神野委員 いつまでにという期限はどうしましょうか。秋から始まるのはいいのですけれども、いつまでにというのは明示していないと思うのです。

桐野部会長 いかがでしょうか。

島田看護課長 2ページの上のほうに書いてございますが、この法律の公布後5年を目途ということで、一応そこが目途となっておりますので、そこを目指して御議論を進めていただけるように準備していきたいと思っております。よろしくお願いいたします。

○神野委員 31年ということですね。

○桐野部会長 よろしいですか。それでは、そのようにお願いいたします。この件については、したがって、改めて御議論いただくということになると思います。

 その他、何か御意見はございますでしょうか。全体を通して、今後の見直しの件なども、大体の予定などもわかってきたと思うのですけれども、その件については今後、何回も御発言いただく機会があると思いますが。

 神野先生、どうぞ。

○神野委員 確認ばかりして、しつこくて申し訳ないのですけれども、31年からやるとしたら、30年のいつ頃までに決めなければいけないのですか。

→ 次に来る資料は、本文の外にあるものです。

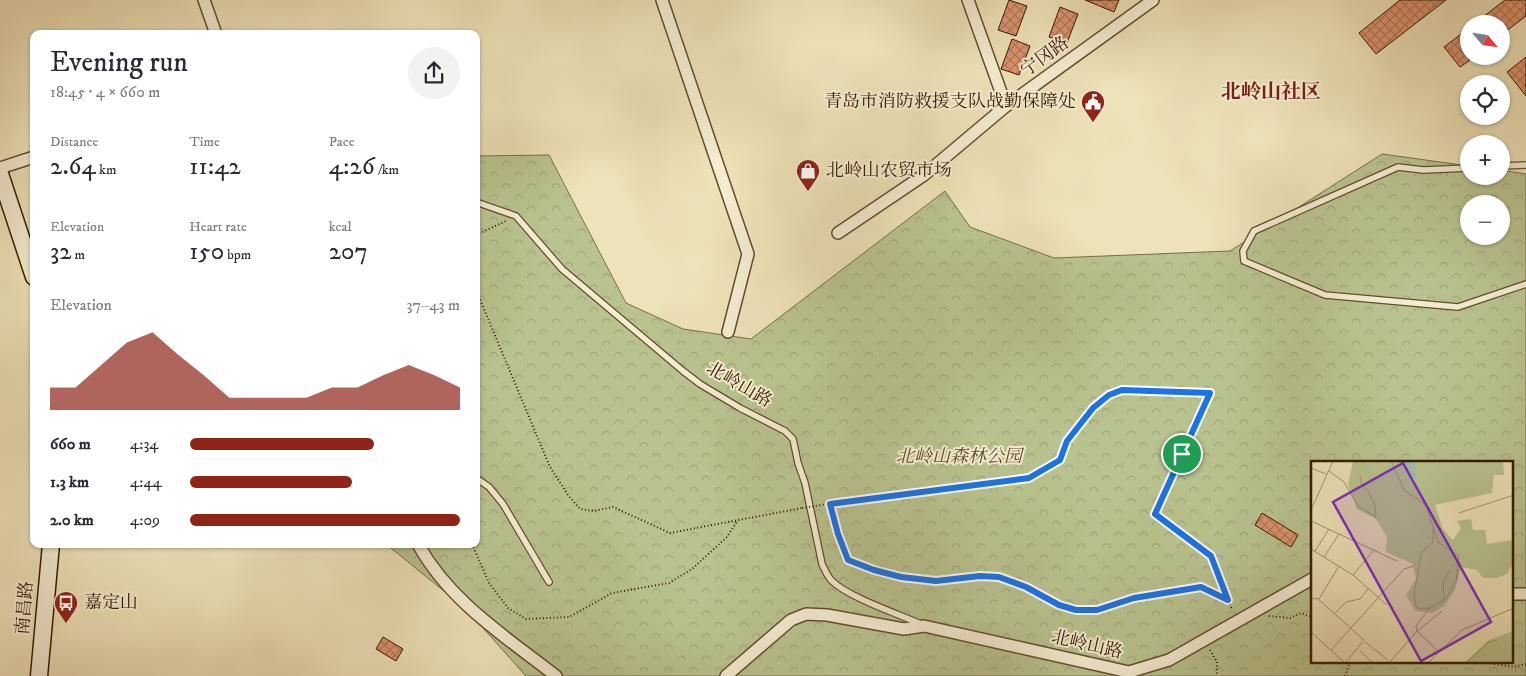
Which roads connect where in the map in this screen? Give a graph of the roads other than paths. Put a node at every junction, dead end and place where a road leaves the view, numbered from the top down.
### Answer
1 (204, 0) edge
2 (662, 0) edge
3 (968, 0) edge
4 (1153, 0) edge
5 (215, 30) edge
6 (1006, 106) junction
7 (30, 159) edge
8 (1526, 165) edge
9 (1510, 166) edge
10 (0, 168) edge
11 (1460, 168) edge
12 (0, 174) edge
13 (480, 203) edge
14 (838, 232) dead end
15 (30, 265) edge
16 (1526, 284) edge
17 (728, 332) dead end
18 (480, 481) edge
19 (51, 548) edge
20 (420, 548) edge
21 (1311, 580) edge
22 (549, 582) dead end
23 (924, 626) junction
24 (39, 676) edge
25 (556, 676) edge
26 (726, 676) edge

1 - 5 street
2 - 17 street
3 - 6 street
4 - 6 street, 宁冈路
6 - 14 street, 宁冈路
7 - 10 street
8 - 9 lane
11 - 16 lane
12 - 15 main road
13 - 23 lane, 北岭山路
18 - 22 lane
19 - 24 main road, 南昌路
20 - 25 street
21 - 23 street, 北岭山路
23 - 26 street, 北岭山路

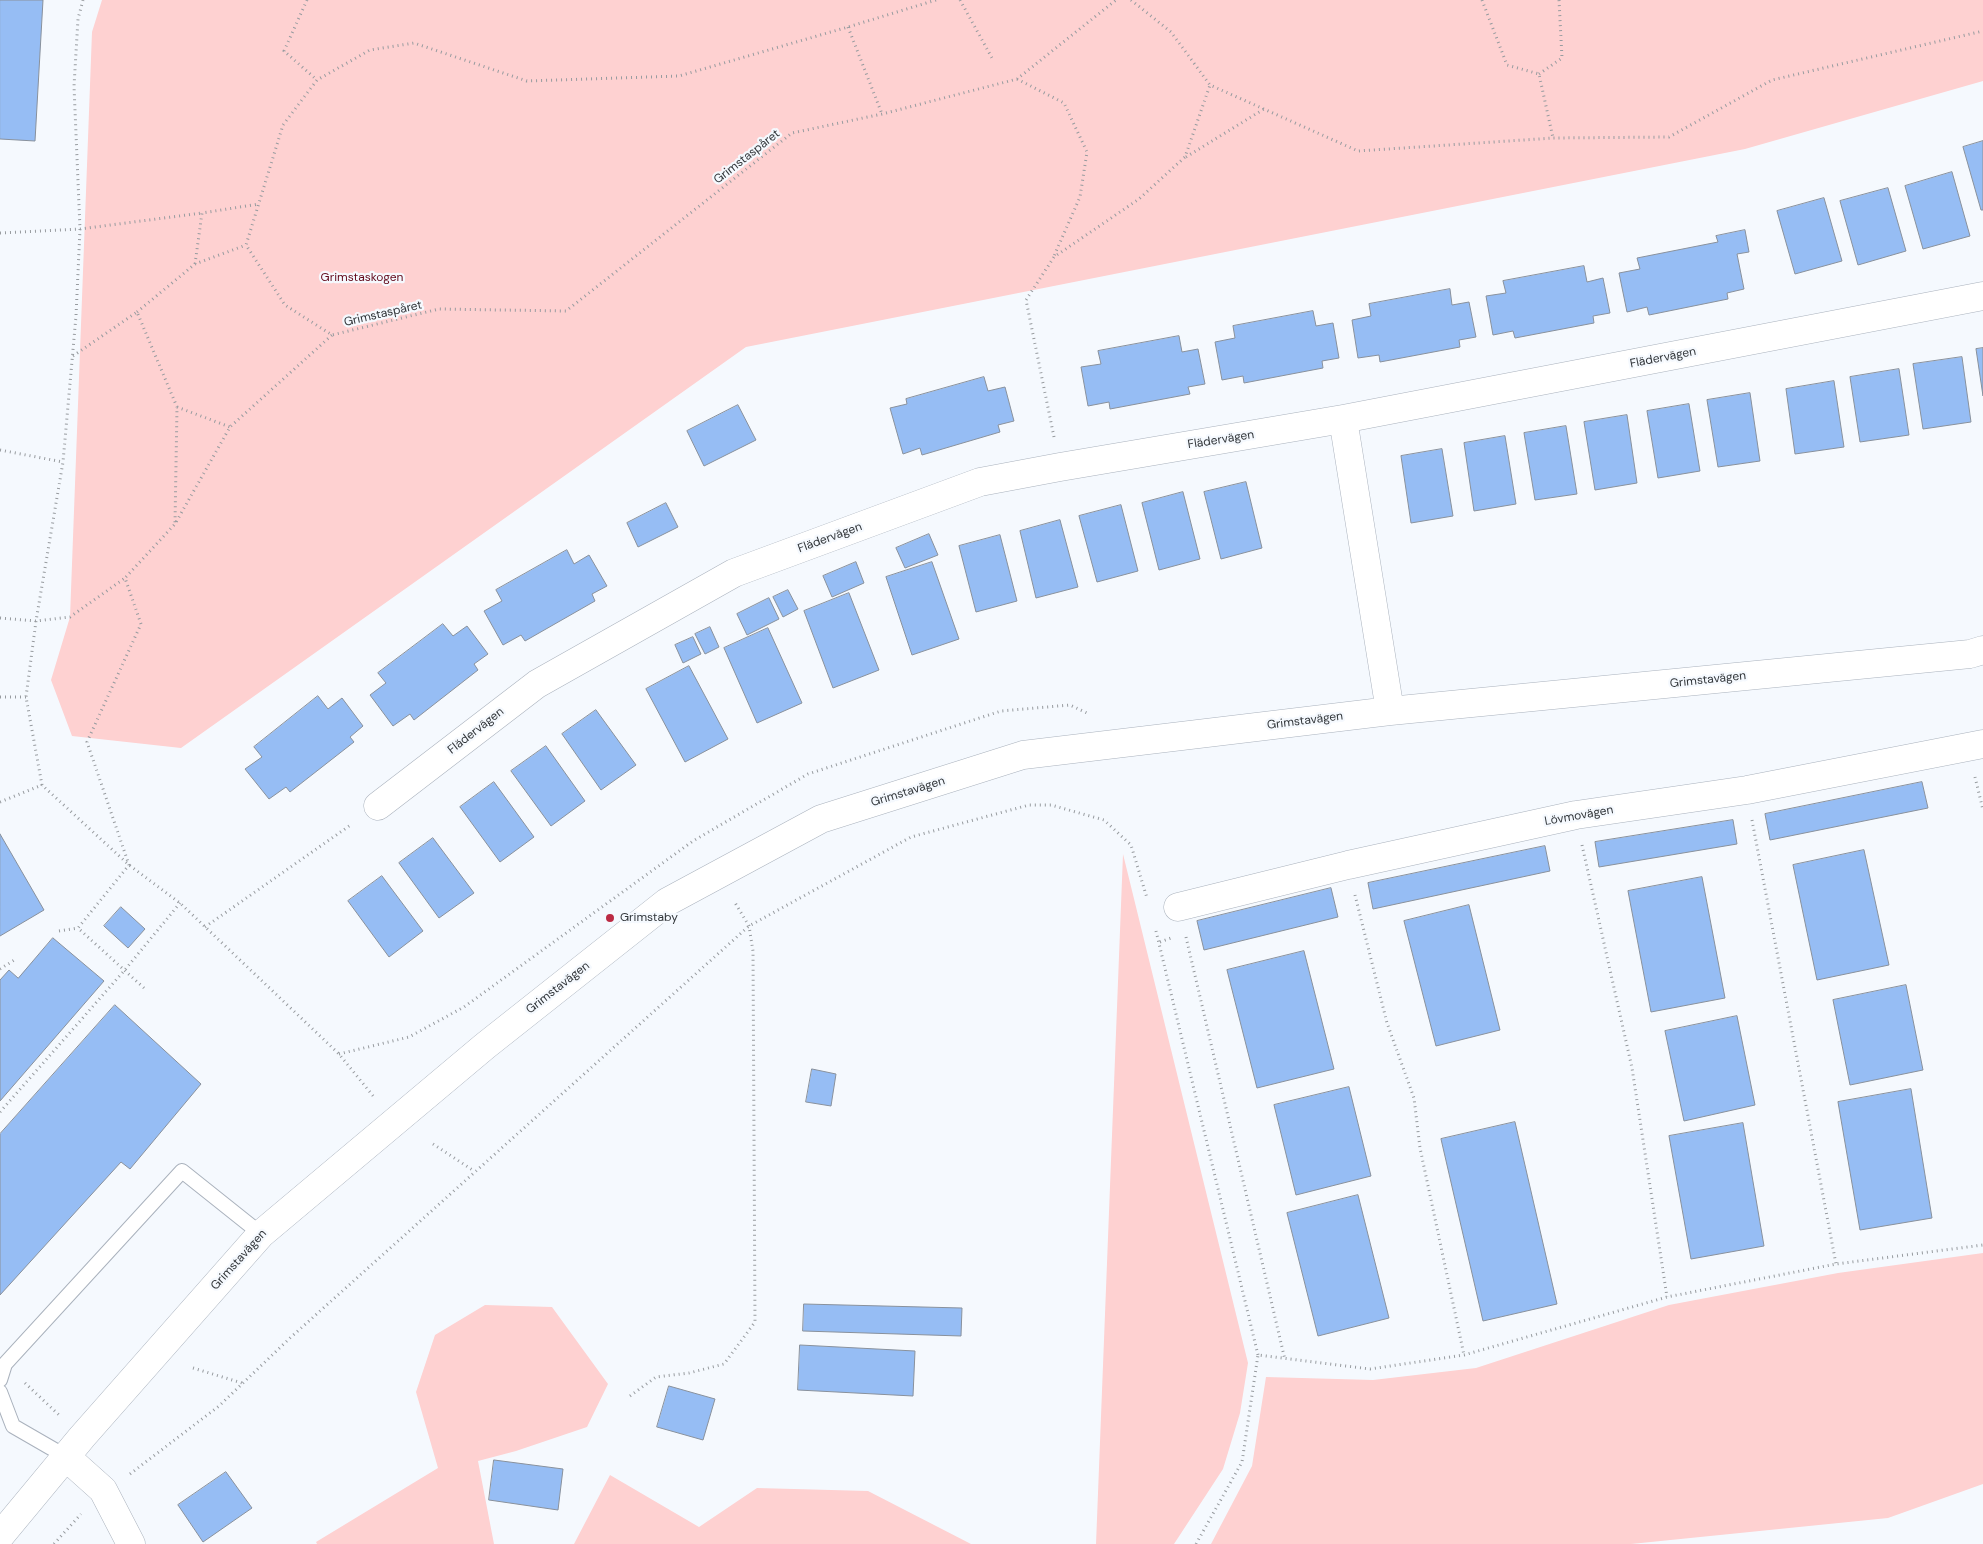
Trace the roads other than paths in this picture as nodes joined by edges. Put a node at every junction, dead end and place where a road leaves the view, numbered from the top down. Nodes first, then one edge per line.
1 (1983, 296) edge
2 (1343, 419) junction
3 (1983, 650) edge
4 (1390, 711) junction
5 (1983, 744) edge
6 (378, 806) road end
7 (1178, 907) road end
8 (261, 1234) junction
9 (0, 1380) edge
10 (0, 1392) edge
11 (65, 1456) junction
12 (0, 1536) edge
13 (131, 1544) edge

1 - 2 street, Flädervägen
2 - 4 street
2 - 6 street, Flädervägen
3 - 4 street, Grimstavägen
4 - 8 street, Grimstavägen
5 - 7 street, Lövmovägen
8 - 9 lane
8 - 11 street, Grimstavägen
10 - 11 lane
11 - 12 street, Grimstavägen
11 - 13 street

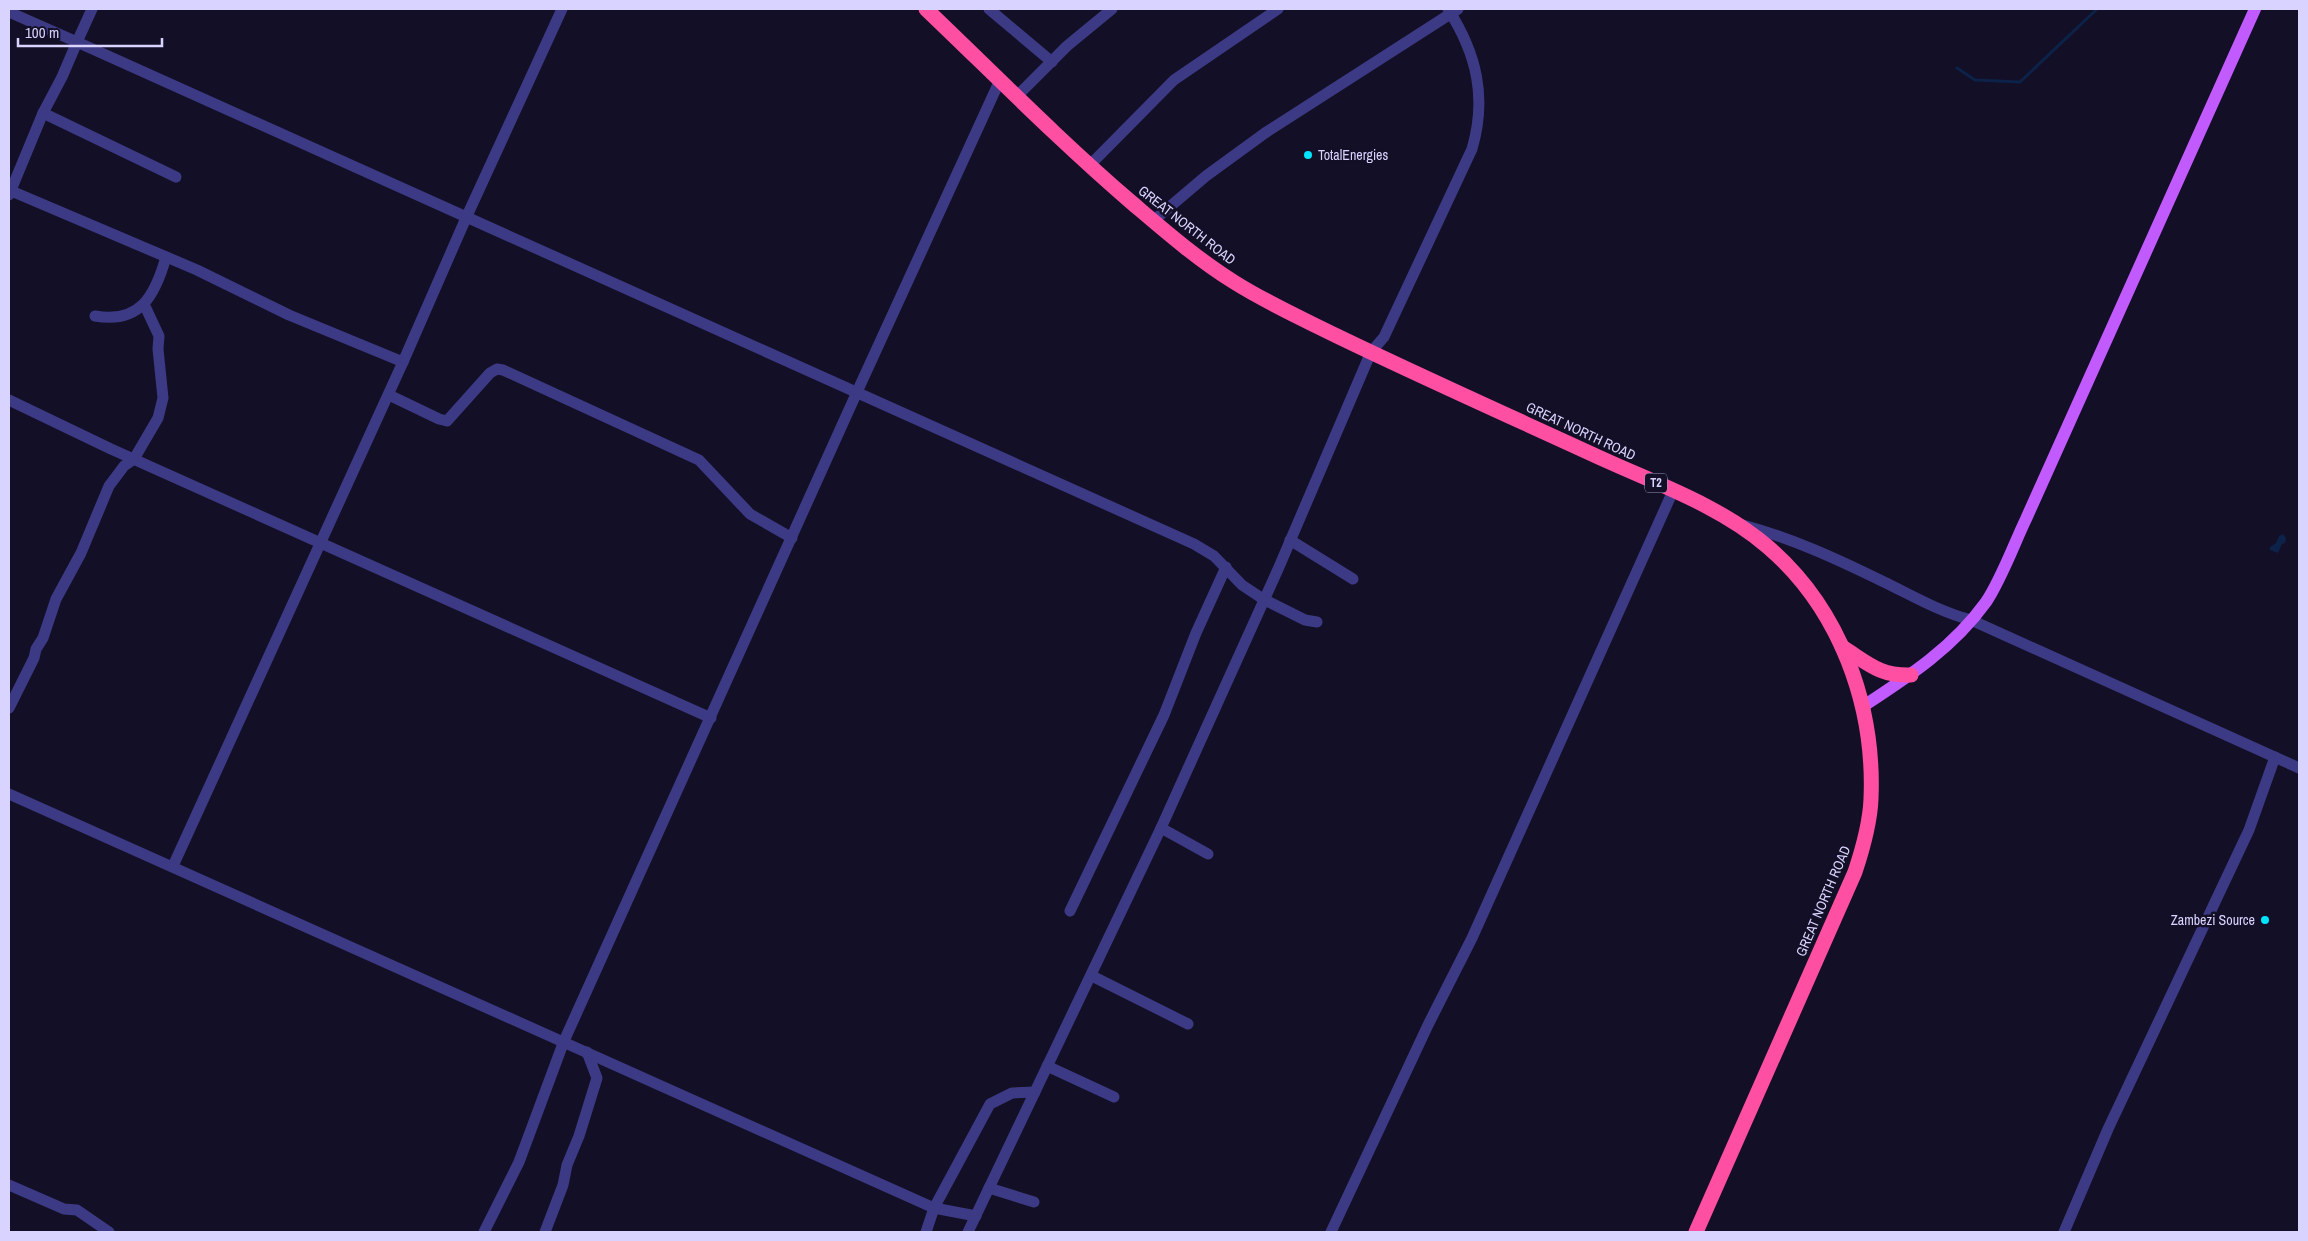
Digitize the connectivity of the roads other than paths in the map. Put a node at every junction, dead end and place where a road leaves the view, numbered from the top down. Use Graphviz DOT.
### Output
graph roads {
  1 [pos="92,9"];
  2 [pos="562,9"];
  3 [pos="926,9"];
  4 [pos="989,9"];
  5 [pos="1112,9"];
  6 [pos="1278,9"];
  7 [pos="2255,9"];
  8 [pos="1452,10"];
  9 [pos="9,12"];
  10 [pos="77,42"];
  11 [pos="1052,62"];
  12 [pos="1000,80"];
  13 [pos="1017,96"];
  14 [pos="43,112"];
  15 [pos="1089,166"];
  16 [pos="176,177"];
  17 [pos="9,192"];
  18 [pos="466,218"];
  19 [pos="1153,220"];
  20 [pos="166,257"];
  21 [pos="144,304"];
  22 [pos="95,316"];
  23 [pos="1370,352"];
  24 [pos="403,362"];
  25 [pos="857,392"];
  26 [pos="389,395"];
  27 [pos="9,400"];
  28 [pos="134,459"];
  29 [pos="1673,491"];
  30 [pos="1734,522"];
  31 [pos="792,538"];
  32 [pos="1290,540"];
  33 [pos="321,542"];
  34 [pos="1226,567"];
  35 [pos="1353,579"];
  36 [pos="1263,599"];
  37 [pos="1971,620"];
  38 [pos="1316,622"];
  39 [pos="1842,647"];
  40 [pos="1911,675"];
  41 [pos="9,708"];
  42 [pos="1862,708"];
  43 [pos="711,718"];
  44 [pos="2274,757"];
  45 [pos="2299,768"];
  46 [pos="9,794"];
  47 [pos="1161,828"];
  48 [pos="1208,854"];
  49 [pos="173,866"];
  50 [pos="1070,911"];
  51 [pos="1092,976"];
  52 [pos="1188,1024"];
  53 [pos="564,1041"];
  54 [pos="586,1052"];
  55 [pos="1047,1066"];
  56 [pos="1035,1092"];
  57 [pos="1114,1097"];
  58 [pos="9,1185"];
  59 [pos="989,1188"];
  60 [pos="1034,1202"];
  61 [pos="934,1208"];
  62 [pos="976,1216"];
  63 [pos="109,1232"];
  64 [pos="484,1232"];
  65 [pos="545,1232"];
  66 [pos="926,1232"];
  67 [pos="968,1232"];
  68 [pos="1331,1232"];
  69 [pos="1696,1232"];
  70 [pos="2064,1232"];
  1 -- 10 [label="street"];
  2 -- 18 [label="street"];
  3 -- 12 [label="highway, GREAT NORTH ROAD / T2"];
  4 -- 11 [label="street"];
  5 -- 11 [label="street"];
  6 -- 15 [label="street"];
  7 -- 37 [label="main road"];
  8 -- 19 [label="street"];
  8 -- 23 [label="street"];
  9 -- 10 [label="street"];
  10 -- 14 [label="street"];
  10 -- 18 [label="street"];
  11 -- 13 [label="street"];
  12 -- 13 [label="highway, GREAT NORTH ROAD / T2"];
  12 -- 25 [label="street"];
  13 -- 15 [label="highway, GREAT NORTH ROAD / T2"];
  14 -- 16 [label="street"];
  14 -- 17 [label="street"];
  15 -- 19 [label="highway, GREAT NORTH ROAD / T2"];
  17 -- 20 [label="street"];
  18 -- 24 [label="street"];
  18 -- 25 [label="street"];
  19 -- 23 [label="highway, GREAT NORTH ROAD / T2"];
  20 -- 21 [label="street"];
  20 -- 24 [label="street"];
  21 -- 22 [label="street"];
  21 -- 28 [label="street"];
  23 -- 29 [label="highway, GREAT NORTH ROAD / T2"];
  23 -- 32 [label="street"];
  24 -- 26 [label="street"];
  25 -- 31 [label="street"];
  25 -- 34 [label="street"];
  26 -- 31 [label="street"];
  26 -- 33 [label="street"];
  27 -- 28 [label="street"];
  28 -- 33 [label="street"];
  28 -- 41 [label="street"];
  29 -- 30 [label="highway, GREAT NORTH ROAD / T2"];
  29 -- 68 [label="street"];
  30 -- 37 [label="street"];
  30 -- 39 [label="highway, GREAT NORTH ROAD / T2"];
  31 -- 43 [label="street"];
  32 -- 35 [label="street"];
  32 -- 36 [label="street"];
  33 -- 43 [label="street"];
  33 -- 49 [label="street"];
  34 -- 36 [label="street"];
  34 -- 50 [label="street"];
  36 -- 38 [label="street"];
  36 -- 47 [label="street"];
  37 -- 40 [label="main road"];
  37 -- 44 [label="street"];
  39 -- 40 [label="highway"];
  39 -- 42 [label="highway, GREAT NORTH ROAD / T2"];
  40 -- 42 [label="main road"];
  42 -- 69 [label="highway, GREAT NORTH ROAD / T2"];
  43 -- 53 [label="street"];
  44 -- 45 [label="street"];
  44 -- 70 [label="street"];
  46 -- 49 [label="street"];
  47 -- 48 [label="street"];
  47 -- 51 [label="street"];
  49 -- 53 [label="street"];
  51 -- 52 [label="street"];
  51 -- 55 [label="street"];
  53 -- 54 [label="street"];
  53 -- 64 [label="street"];
  54 -- 61 [label="street"];
  54 -- 65 [label="street"];
  55 -- 56 [label="street"];
  55 -- 57 [label="street"];
  56 -- 59 [label="street"];
  56 -- 61 [label="street"];
  58 -- 63 [label="street"];
  59 -- 60 [label="street"];
  59 -- 62 [label="street"];
  61 -- 62 [label="street"];
  61 -- 66 [label="street"];
  62 -- 67 [label="street"];
}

○島田看護課長 一応目途ということで、見直しについて御審議していただいた結果、必要な省令改正ですとか、法改正が必要かどうかという議論もありますけれども、そういったことで順次進めていくというスケジュール感かと考えております。

○桐野部会長 時間的にはそれほどたっぷりあるわけではないので、できるだけてきぱきやっていかないといけないし、今後、31年からの改定はどの程度改定するかということもなるべく早目に考えていかないといけないのかなと思います。

 何か御意見ございますか。

 それでは、ないようでございますので、以上で本日の議題は全て終了いたしました。

 事務局から何かありましたら、お願いします。

○穴見看護サービス推進室室長補佐 本日はありがとうございます。

 次回の本部会では、指定研修機関の指定に係る御審議をいただく予定でございまして、開催は8月頃を予定しております。日程の調整につきましては、事務局よりまた改めまして御案内させていただきます。次回以降につきましても、どうぞよろしくお願いいたします。ありがとうございました。

桐野部会長 それでは、本日の第13回「看護師特定行為・研修部会」を終了させていただきます。どうもありがとうございました。